▶ **Description of the task**:
Please restate each entry word for word.

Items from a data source

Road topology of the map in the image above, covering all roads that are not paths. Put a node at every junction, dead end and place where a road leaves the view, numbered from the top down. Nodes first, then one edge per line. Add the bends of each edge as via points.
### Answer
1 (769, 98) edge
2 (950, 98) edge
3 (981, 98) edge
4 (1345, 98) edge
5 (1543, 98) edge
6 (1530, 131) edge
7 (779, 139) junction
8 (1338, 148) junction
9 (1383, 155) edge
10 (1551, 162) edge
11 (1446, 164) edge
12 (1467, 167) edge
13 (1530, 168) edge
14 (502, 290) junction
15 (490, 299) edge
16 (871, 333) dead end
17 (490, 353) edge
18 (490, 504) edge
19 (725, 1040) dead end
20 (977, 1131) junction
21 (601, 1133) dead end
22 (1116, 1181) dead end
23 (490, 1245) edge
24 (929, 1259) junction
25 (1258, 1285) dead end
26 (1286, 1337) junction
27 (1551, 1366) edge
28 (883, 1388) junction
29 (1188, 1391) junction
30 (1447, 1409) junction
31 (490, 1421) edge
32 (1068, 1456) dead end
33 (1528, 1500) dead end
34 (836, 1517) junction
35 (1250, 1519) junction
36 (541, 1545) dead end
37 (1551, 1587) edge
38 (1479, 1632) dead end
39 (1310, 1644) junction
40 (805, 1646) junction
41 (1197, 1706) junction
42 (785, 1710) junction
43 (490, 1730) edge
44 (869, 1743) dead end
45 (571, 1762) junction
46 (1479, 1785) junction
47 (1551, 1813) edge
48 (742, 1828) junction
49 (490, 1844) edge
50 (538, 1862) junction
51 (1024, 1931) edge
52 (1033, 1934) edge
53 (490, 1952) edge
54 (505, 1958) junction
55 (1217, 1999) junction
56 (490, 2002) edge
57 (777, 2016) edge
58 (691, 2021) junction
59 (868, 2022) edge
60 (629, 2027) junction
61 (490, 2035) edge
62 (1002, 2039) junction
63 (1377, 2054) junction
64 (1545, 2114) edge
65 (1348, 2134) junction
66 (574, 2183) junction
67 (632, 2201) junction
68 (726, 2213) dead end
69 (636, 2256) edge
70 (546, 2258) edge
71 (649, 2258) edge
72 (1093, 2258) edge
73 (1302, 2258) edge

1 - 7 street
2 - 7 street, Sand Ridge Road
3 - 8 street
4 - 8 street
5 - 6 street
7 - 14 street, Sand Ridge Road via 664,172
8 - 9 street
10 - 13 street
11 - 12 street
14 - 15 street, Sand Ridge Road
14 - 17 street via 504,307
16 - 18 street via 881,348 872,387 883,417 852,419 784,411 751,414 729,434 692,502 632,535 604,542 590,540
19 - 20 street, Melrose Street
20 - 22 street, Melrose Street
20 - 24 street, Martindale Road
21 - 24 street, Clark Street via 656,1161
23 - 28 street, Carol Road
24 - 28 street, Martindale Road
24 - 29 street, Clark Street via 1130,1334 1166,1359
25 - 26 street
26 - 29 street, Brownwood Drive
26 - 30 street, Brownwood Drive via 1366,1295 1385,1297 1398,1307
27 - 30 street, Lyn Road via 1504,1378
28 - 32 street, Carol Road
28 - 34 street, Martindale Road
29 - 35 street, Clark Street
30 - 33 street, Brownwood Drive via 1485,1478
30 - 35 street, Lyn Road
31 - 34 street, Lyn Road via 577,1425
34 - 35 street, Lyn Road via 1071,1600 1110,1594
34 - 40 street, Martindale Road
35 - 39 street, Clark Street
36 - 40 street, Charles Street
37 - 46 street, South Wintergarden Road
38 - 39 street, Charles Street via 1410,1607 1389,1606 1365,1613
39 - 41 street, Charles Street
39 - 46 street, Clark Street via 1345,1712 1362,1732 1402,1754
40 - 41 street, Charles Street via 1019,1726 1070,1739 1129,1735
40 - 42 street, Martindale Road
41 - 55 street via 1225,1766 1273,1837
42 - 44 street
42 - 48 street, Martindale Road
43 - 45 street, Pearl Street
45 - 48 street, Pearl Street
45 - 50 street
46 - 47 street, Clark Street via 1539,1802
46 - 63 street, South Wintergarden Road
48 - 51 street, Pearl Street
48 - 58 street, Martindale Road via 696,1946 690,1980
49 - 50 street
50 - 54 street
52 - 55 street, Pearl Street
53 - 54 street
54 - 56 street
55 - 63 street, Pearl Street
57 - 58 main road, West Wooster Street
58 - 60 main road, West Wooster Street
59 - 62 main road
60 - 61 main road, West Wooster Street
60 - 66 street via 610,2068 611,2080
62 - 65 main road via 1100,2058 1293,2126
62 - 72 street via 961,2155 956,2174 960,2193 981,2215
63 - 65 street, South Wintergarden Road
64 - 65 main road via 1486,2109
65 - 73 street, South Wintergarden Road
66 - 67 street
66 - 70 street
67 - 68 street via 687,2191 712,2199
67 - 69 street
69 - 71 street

▶ **Solved problem**:
Road topology of the map in the image above, covering all roads that are not paths. Put a node at every junction, dead end and place where a road leaves the view, numbered from the top down. Nodes first, then one edge per line. Add the bends of each edge as via points.
### Answer
1 (769, 98) edge
2 (950, 98) edge
3 (981, 98) edge
4 (1345, 98) edge
5 (1543, 98) edge
6 (1530, 131) edge
7 (779, 139) junction
8 (1338, 148) junction
9 (1383, 155) edge
10 (1551, 162) edge
11 (1446, 164) edge
12 (1467, 167) edge
13 (1530, 168) edge
14 (502, 290) junction
15 (490, 299) edge
16 (871, 333) dead end
17 (490, 353) edge
18 (490, 504) edge
19 (725, 1040) dead end
20 (977, 1131) junction
21 (601, 1133) dead end
22 (1116, 1181) dead end
23 (490, 1245) edge
24 (929, 1259) junction
25 (1258, 1285) dead end
26 (1286, 1337) junction
27 (1551, 1366) edge
28 (883, 1388) junction
29 (1188, 1391) junction
30 (1447, 1409) junction
31 (490, 1421) edge
32 (1068, 1456) dead end
33 (1528, 1500) dead end
34 (836, 1517) junction
35 (1250, 1519) junction
36 (541, 1545) dead end
37 (1551, 1587) edge
38 (1479, 1632) dead end
39 (1310, 1644) junction
40 (805, 1646) junction
41 (1197, 1706) junction
42 (785, 1710) junction
43 (490, 1730) edge
44 (869, 1743) dead end
45 (571, 1762) junction
46 (1479, 1785) junction
47 (1551, 1813) edge
48 (742, 1828) junction
49 (490, 1844) edge
50 (538, 1862) junction
51 (1024, 1931) edge
52 (1033, 1934) edge
53 (490, 1952) edge
54 (505, 1958) junction
55 (1217, 1999) junction
56 (490, 2002) edge
57 (777, 2016) edge
58 (691, 2021) junction
59 (868, 2022) edge
60 (629, 2027) junction
61 (490, 2035) edge
62 (1002, 2039) junction
63 (1377, 2054) junction
64 (1545, 2114) edge
65 (1348, 2134) junction
66 (574, 2183) junction
67 (632, 2201) junction
68 (726, 2213) dead end
69 (636, 2256) edge
70 (546, 2258) edge
71 (649, 2258) edge
72 (1093, 2258) edge
73 (1302, 2258) edge

1 - 7 street
2 - 7 street, Sand Ridge Road
3 - 8 street
4 - 8 street
5 - 6 street
7 - 14 street, Sand Ridge Road via 664,172
8 - 9 street
10 - 13 street
11 - 12 street
14 - 15 street, Sand Ridge Road
14 - 17 street via 504,307
16 - 18 street via 881,348 872,387 883,417 852,419 784,411 751,414 729,434 692,502 632,535 604,542 590,540
19 - 20 street, Melrose Street
20 - 22 street, Melrose Street
20 - 24 street, Martindale Road
21 - 24 street, Clark Street via 656,1161
23 - 28 street, Carol Road
24 - 28 street, Martindale Road
24 - 29 street, Clark Street via 1130,1334 1166,1359
25 - 26 street
26 - 29 street, Brownwood Drive
26 - 30 street, Brownwood Drive via 1366,1295 1385,1297 1398,1307
27 - 30 street, Lyn Road via 1504,1378
28 - 32 street, Carol Road
28 - 34 street, Martindale Road
29 - 35 street, Clark Street
30 - 33 street, Brownwood Drive via 1485,1478
30 - 35 street, Lyn Road
31 - 34 street, Lyn Road via 577,1425
34 - 35 street, Lyn Road via 1071,1600 1110,1594
34 - 40 street, Martindale Road
35 - 39 street, Clark Street
36 - 40 street, Charles Street
37 - 46 street, South Wintergarden Road
38 - 39 street, Charles Street via 1410,1607 1389,1606 1365,1613
39 - 41 street, Charles Street
39 - 46 street, Clark Street via 1345,1712 1362,1732 1402,1754
40 - 41 street, Charles Street via 1019,1726 1070,1739 1129,1735
40 - 42 street, Martindale Road
41 - 55 street via 1225,1766 1273,1837
42 - 44 street
42 - 48 street, Martindale Road
43 - 45 street, Pearl Street
45 - 48 street, Pearl Street
45 - 50 street
46 - 47 street, Clark Street via 1539,1802
46 - 63 street, South Wintergarden Road
48 - 51 street, Pearl Street
48 - 58 street, Martindale Road via 696,1946 690,1980
49 - 50 street
50 - 54 street
52 - 55 street, Pearl Street
53 - 54 street
54 - 56 street
55 - 63 street, Pearl Street
57 - 58 main road, West Wooster Street
58 - 60 main road, West Wooster Street
59 - 62 main road
60 - 61 main road, West Wooster Street
60 - 66 street via 610,2068 611,2080
62 - 65 main road via 1100,2058 1293,2126
62 - 72 street via 961,2155 956,2174 960,2193 981,2215
63 - 65 street, South Wintergarden Road
64 - 65 main road via 1486,2109
65 - 73 street, South Wintergarden Road
66 - 67 street
66 - 70 street
67 - 68 street via 687,2191 712,2199
67 - 69 street
69 - 71 street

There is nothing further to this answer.